### What is required
Across the material below, how many lines hold the word "between"? Only the number should be given.

### Dataset records
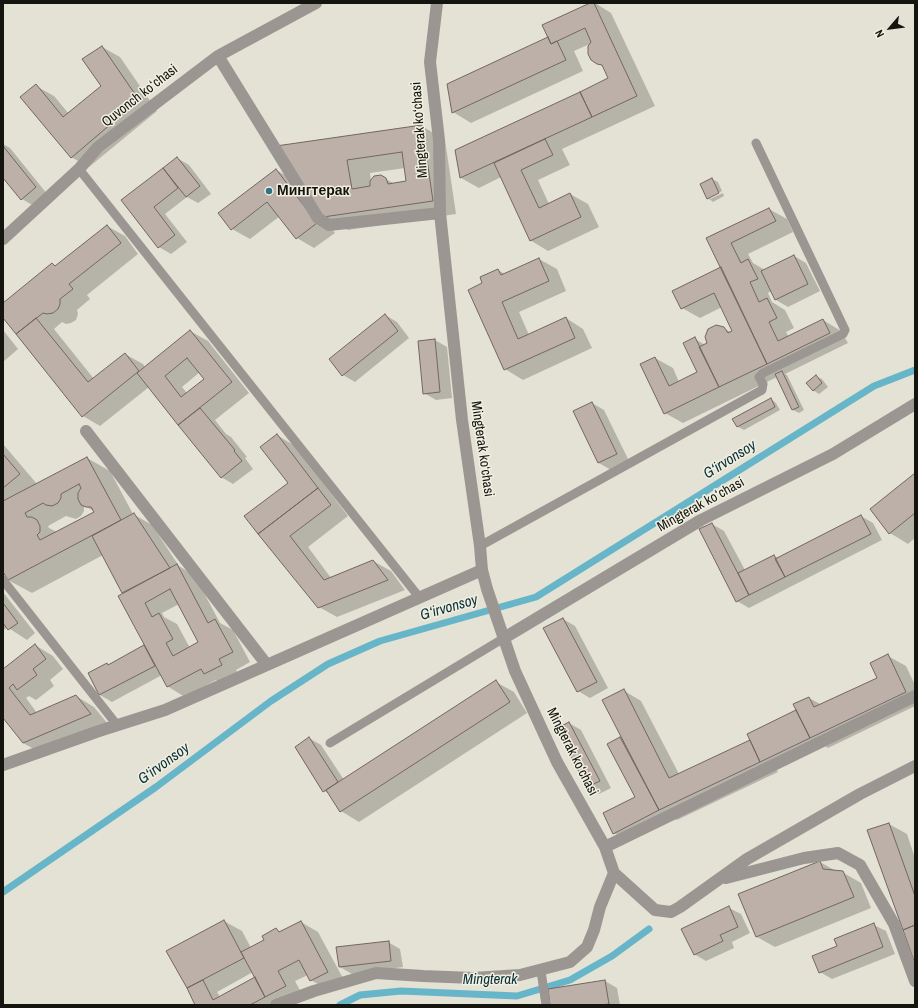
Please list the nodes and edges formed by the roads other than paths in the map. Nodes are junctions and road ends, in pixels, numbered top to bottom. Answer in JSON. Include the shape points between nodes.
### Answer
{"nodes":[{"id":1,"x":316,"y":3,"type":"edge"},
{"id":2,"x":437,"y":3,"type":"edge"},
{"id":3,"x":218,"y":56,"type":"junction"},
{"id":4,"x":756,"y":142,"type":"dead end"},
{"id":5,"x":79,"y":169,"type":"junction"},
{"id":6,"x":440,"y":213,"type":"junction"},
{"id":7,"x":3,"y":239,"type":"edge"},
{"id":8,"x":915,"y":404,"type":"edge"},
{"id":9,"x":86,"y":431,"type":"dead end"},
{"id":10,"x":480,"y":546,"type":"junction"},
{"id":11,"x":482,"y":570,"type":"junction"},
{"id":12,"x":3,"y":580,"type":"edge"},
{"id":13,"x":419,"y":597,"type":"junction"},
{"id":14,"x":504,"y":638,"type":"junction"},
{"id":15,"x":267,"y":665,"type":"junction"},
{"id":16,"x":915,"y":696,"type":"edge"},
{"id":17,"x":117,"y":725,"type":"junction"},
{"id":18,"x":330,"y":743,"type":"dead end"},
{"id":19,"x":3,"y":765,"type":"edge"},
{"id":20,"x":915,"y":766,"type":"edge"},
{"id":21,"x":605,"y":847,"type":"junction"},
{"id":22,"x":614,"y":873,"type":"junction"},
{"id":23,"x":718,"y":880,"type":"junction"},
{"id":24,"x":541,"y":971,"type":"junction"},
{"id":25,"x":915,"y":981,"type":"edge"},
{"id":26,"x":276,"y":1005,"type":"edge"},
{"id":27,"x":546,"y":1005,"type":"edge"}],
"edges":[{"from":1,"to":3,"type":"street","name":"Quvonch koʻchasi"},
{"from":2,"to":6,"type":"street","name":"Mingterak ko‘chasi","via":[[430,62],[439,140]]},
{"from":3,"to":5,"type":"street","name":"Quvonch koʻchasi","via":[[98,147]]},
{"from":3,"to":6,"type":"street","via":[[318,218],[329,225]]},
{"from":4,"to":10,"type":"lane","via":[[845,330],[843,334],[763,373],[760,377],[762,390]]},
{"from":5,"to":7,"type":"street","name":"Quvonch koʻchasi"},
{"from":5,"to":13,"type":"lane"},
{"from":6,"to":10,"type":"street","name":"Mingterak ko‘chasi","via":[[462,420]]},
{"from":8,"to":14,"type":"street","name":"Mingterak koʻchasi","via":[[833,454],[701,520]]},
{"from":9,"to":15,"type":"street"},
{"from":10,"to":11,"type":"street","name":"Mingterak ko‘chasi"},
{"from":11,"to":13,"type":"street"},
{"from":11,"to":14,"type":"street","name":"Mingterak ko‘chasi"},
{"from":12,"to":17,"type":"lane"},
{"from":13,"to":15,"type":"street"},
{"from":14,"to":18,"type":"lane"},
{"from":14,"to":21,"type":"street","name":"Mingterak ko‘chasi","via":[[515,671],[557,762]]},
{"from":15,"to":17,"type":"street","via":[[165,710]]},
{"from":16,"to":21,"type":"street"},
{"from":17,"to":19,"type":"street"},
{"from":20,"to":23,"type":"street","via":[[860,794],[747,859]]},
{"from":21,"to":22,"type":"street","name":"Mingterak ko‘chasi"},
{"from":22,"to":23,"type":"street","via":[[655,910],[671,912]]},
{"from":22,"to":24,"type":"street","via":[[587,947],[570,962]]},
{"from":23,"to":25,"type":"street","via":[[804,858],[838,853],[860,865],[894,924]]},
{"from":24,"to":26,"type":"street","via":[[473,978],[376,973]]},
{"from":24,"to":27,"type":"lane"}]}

---

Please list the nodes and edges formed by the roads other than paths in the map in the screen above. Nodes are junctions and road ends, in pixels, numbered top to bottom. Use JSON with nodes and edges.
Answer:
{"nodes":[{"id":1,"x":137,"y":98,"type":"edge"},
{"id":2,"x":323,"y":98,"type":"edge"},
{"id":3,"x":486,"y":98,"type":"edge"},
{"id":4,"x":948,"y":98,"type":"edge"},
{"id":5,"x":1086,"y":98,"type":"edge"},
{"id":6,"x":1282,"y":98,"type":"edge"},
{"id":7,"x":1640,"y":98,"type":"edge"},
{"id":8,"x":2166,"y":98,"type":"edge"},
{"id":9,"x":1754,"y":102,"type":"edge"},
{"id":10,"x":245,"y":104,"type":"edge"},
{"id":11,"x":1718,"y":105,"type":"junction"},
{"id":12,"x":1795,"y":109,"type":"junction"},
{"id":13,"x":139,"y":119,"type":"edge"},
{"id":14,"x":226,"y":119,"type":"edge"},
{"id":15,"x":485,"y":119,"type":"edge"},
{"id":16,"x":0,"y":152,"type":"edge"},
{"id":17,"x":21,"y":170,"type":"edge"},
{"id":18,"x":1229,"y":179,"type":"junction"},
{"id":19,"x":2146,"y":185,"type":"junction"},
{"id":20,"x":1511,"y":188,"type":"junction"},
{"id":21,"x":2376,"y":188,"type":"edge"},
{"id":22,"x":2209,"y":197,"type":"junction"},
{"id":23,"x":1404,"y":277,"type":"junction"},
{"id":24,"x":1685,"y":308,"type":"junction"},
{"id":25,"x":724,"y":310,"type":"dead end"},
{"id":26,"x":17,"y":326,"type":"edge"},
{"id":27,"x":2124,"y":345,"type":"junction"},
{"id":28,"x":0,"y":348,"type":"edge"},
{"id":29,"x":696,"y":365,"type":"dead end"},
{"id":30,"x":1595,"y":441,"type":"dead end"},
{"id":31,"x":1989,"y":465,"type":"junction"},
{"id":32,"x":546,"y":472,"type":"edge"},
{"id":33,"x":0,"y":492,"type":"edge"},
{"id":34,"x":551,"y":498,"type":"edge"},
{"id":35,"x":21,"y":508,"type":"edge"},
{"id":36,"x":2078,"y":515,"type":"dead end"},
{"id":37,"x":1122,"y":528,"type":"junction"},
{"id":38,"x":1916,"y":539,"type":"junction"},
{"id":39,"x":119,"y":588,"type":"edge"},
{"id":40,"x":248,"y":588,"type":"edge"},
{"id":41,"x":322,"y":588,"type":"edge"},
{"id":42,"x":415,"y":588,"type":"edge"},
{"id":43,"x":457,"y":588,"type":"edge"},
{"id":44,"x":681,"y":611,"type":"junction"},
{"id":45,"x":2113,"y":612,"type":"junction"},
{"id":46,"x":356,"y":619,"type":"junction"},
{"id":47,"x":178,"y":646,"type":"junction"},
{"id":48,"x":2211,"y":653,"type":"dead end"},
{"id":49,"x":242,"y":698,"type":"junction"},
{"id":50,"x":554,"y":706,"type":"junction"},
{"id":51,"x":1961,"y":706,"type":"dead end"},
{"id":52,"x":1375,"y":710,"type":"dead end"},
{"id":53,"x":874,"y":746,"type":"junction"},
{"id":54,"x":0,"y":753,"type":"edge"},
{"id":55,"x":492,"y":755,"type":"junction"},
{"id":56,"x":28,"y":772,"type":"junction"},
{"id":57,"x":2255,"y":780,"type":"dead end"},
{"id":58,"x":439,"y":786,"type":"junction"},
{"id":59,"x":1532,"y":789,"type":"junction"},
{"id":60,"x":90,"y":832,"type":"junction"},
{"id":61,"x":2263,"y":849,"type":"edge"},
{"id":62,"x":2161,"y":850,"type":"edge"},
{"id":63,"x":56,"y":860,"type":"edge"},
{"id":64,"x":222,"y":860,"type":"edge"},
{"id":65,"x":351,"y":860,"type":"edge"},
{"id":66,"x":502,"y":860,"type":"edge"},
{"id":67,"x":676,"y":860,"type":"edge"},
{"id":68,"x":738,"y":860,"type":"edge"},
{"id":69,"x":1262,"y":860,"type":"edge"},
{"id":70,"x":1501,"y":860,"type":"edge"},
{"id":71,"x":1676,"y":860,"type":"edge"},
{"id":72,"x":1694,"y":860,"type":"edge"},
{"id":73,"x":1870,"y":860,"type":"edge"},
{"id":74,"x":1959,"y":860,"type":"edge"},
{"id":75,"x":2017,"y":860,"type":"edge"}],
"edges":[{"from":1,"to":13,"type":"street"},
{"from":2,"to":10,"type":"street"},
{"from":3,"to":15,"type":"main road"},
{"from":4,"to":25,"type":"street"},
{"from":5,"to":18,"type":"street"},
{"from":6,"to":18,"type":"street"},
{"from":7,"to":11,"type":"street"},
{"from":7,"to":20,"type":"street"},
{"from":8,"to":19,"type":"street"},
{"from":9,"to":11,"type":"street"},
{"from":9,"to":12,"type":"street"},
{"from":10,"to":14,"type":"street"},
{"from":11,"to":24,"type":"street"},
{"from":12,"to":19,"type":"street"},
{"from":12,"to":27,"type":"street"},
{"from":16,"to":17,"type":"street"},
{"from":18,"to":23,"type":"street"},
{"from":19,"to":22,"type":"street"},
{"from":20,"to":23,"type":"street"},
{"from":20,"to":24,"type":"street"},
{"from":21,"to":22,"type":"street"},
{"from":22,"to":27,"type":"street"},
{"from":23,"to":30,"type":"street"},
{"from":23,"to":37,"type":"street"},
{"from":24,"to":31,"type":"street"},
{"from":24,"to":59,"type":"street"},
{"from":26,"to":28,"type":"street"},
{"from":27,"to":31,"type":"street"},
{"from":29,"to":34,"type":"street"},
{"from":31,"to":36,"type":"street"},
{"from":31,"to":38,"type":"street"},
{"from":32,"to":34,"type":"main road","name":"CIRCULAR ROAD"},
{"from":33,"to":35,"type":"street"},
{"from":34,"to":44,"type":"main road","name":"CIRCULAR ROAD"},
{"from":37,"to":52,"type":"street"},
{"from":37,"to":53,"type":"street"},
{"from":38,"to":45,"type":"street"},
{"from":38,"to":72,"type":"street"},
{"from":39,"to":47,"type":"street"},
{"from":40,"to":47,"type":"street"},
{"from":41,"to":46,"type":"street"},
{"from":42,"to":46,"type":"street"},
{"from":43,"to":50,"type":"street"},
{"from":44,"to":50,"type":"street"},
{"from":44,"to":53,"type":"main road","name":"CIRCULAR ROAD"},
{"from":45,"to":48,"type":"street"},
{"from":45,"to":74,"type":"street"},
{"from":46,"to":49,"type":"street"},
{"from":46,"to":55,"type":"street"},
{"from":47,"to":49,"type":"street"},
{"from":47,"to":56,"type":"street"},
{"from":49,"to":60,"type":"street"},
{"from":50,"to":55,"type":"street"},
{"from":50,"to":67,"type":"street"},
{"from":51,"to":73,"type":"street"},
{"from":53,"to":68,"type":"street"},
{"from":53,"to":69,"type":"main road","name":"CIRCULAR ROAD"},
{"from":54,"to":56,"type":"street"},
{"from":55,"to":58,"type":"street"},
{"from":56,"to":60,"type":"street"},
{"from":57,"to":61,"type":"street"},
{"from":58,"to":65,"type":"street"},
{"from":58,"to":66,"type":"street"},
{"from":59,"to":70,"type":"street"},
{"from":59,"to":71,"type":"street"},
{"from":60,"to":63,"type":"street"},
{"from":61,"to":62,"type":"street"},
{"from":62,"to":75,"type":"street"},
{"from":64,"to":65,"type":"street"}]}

* * *

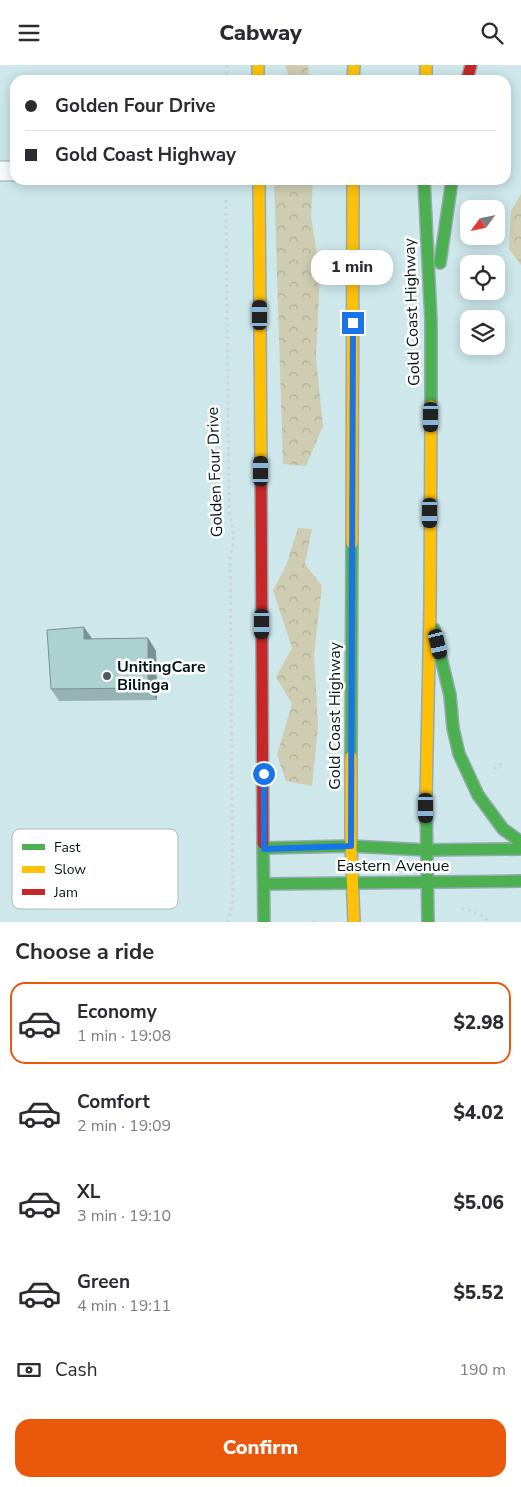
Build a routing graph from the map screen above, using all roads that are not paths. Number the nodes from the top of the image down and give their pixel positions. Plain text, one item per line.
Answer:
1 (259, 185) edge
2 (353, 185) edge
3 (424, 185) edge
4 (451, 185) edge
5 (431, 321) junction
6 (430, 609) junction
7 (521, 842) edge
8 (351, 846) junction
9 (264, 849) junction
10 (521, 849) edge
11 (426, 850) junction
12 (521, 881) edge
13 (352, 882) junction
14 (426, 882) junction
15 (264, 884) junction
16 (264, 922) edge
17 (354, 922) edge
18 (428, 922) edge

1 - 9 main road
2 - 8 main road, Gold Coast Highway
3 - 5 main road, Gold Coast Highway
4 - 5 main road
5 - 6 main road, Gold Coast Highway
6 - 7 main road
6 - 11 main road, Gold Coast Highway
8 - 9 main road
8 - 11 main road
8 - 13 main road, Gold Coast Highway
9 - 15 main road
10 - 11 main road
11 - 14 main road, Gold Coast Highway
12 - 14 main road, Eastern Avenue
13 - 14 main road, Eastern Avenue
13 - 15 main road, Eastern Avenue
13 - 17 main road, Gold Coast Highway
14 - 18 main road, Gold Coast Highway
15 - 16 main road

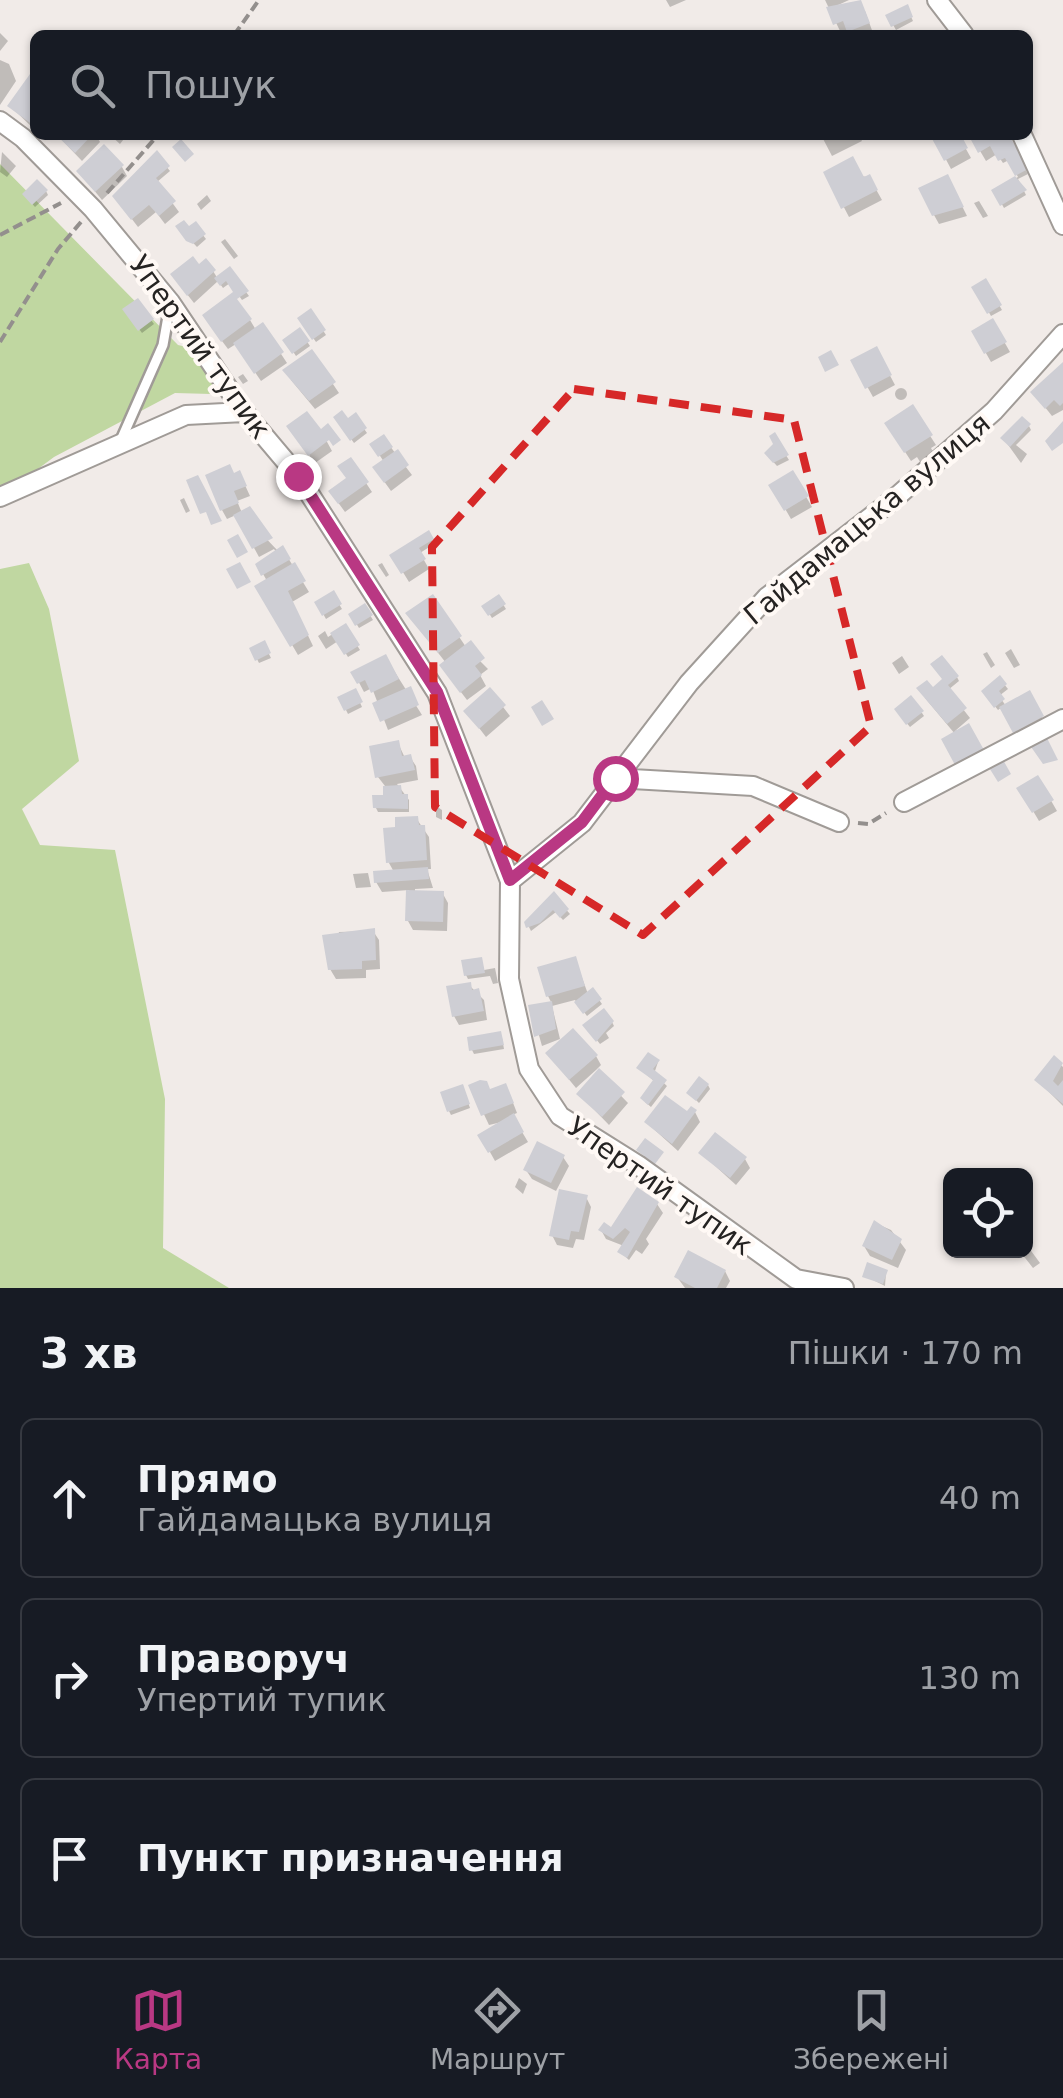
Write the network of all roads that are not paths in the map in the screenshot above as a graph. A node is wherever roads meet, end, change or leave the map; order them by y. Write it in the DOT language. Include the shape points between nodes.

### Worked solution
2